The silvereyes dart in every direction as I pull the threads of our guilding—a force perhaps most closely akin to something of a sodality, a term applied by Arjun Appadurai to describe groups who meet in such trans-regional spaces.
“They are communities in themselves but always potentially communities for themselves capable, of moving from shared imagination to collective action. Most important, … these sodalities are often trans-national, even postnational, and they frequently operate beyond the boundaries of the nation.” [3]
Conversation by conversation our sense of a community strengthens through provocation, resistance and respect. From our dispersed libraries we re-find quotations, share inspiring podcasts and hold books up to the camera.
Conversations Across Place, Reckoning with an entangled world.[4]
Entangled Life: How fungi make our worlds, change our minds, and shape our futures[5]

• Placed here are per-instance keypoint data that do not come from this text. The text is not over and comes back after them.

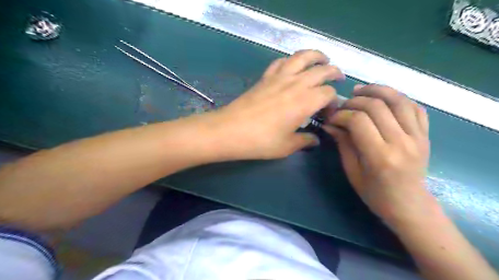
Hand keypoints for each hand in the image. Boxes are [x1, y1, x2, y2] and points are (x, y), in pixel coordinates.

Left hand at [210, 49, 343, 160]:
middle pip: (321, 70)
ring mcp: (279, 77)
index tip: (329, 112)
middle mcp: (296, 84)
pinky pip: (280, 61)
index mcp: (305, 101)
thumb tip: (315, 140)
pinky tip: (292, 65)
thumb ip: (304, 141)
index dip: (334, 101)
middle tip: (339, 77)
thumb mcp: (287, 146)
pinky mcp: (265, 77)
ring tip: (323, 59)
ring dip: (316, 55)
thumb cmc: (260, 141)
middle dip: (334, 72)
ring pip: (302, 57)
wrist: (230, 130)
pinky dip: (290, 60)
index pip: (328, 94)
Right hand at [323, 85, 432, 228]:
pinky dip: (397, 97)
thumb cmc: (374, 193)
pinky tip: (383, 98)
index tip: (332, 117)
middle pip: (377, 106)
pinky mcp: (426, 135)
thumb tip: (329, 123)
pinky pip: (414, 107)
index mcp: (380, 156)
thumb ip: (343, 143)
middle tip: (343, 105)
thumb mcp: (352, 170)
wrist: (408, 204)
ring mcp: (418, 137)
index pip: (358, 121)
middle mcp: (402, 142)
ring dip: (377, 90)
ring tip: (360, 91)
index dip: (341, 114)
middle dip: (355, 101)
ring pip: (398, 100)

Through entanglement with each other we bring each other, time and again, into proximity; where sharing concerns, experience and practice means generating dialogue. In the process of “reckoning with an entangled world” we make audible (and visible) the tendrils of the ongoing process of colonialism. We share losses, and in trying to account for the absences left, we sometimes falter to find ways to be heard. For some of us, recent elections in our home countries have brought optimism, for others only fear.
From an assembly in a trans-regional space, some kind of assemblage has been forged. An assemblage with both human and more-than-human forces, technologies, artworks, books, on-screen immediacy and delay. Held differently by each of its members, our relational constellation recomposes itself each time we meet. Guests join the assemblage adding reverberations that are long felt.
Acknowledge what people bring to the table in a relationship of balance not competition. (Desna)
Poet Ali Cobby-Eckerman and artist Julie Gough bookend our first and final assemblies. Loss of Aboriginal languages, of missing and stolen family members, stolen land, violence and grief slip into these entanglements.
“Violence is sometimes too difficult to talk about. People ‘rest’ it somewhere, it has markers, if pressed these markers are revealed. The violence is archived in different ways, in cloth, in songs, in text, these ways vary. Language is extremely limited.”
(Amar Kanwar).
Our final guest, celebrated artist and Tasmanian Aboriginal woman, Julie Gough speaks of how it is to live in this place of lutruwita/Tasmania, to have to seek permission to walk the land of her Trawlwoolway ancestors. Her work as an artist, researcher and curator calls to account colonial landowners by questioning the status of land that was ‘taken up’ by settlers, a persistent colloquial euphemism for land that was, in reality, just taken. For Julie, her creative practice is a means to finding out what happened in this place, and to call for a full reckoning with the colonial legacies that are deeply entrenched here. Julie’s view of Tasmania as a crime scene with its Black War and atrocities relating to missing and lost Aboriginal children are far removed from the flagship '’brands’ of Tasmania’s tourism industry— a scene in which its colonial mansions, architecture, stone walls and bushranger stories are told in heritage towns surrounded by countryside celebrated for its English pastoral landscape.
The rush to repair is dangerous. (Zoe)
In this final assembly, while the mosaic of screens and faces one by one disappear from my screen, the assemblage of connections, questions and ideas endure. In sodality we care for where we are, and as we try to rebalance past histories and lives, we ask: What will it take to repair what has been so brutally damaged?
[1] https://regionalarts.com.au/programs/regional-assembly/note/considerations-emergent-on-the-first-and-second-occasions-of-regional-assembly#_ftn2
[2] https://regionalarts.com.au/programs/regional-assembly/note/considerations-emergent-on-the-first-and-second-occasions-of-regional-assembly#_ftn11
[3] Arjun Appadurai, (1996) Modernity at Large: Cultural Dimensions of Globalization, Minneapolis: University of Minnesota Press, p8.
[4] Nicola Brandt and Frances Whorrall-Campbell, (2021) Conversations Across Place, Reckoning with an entangled world. Volume 1. The Green Box: Berlin.
[5] Merlin Sheldrake, (2021) Entangled Life: How fungi make our worlds, change our minds, and shape our futures 2021 Vintage: UK.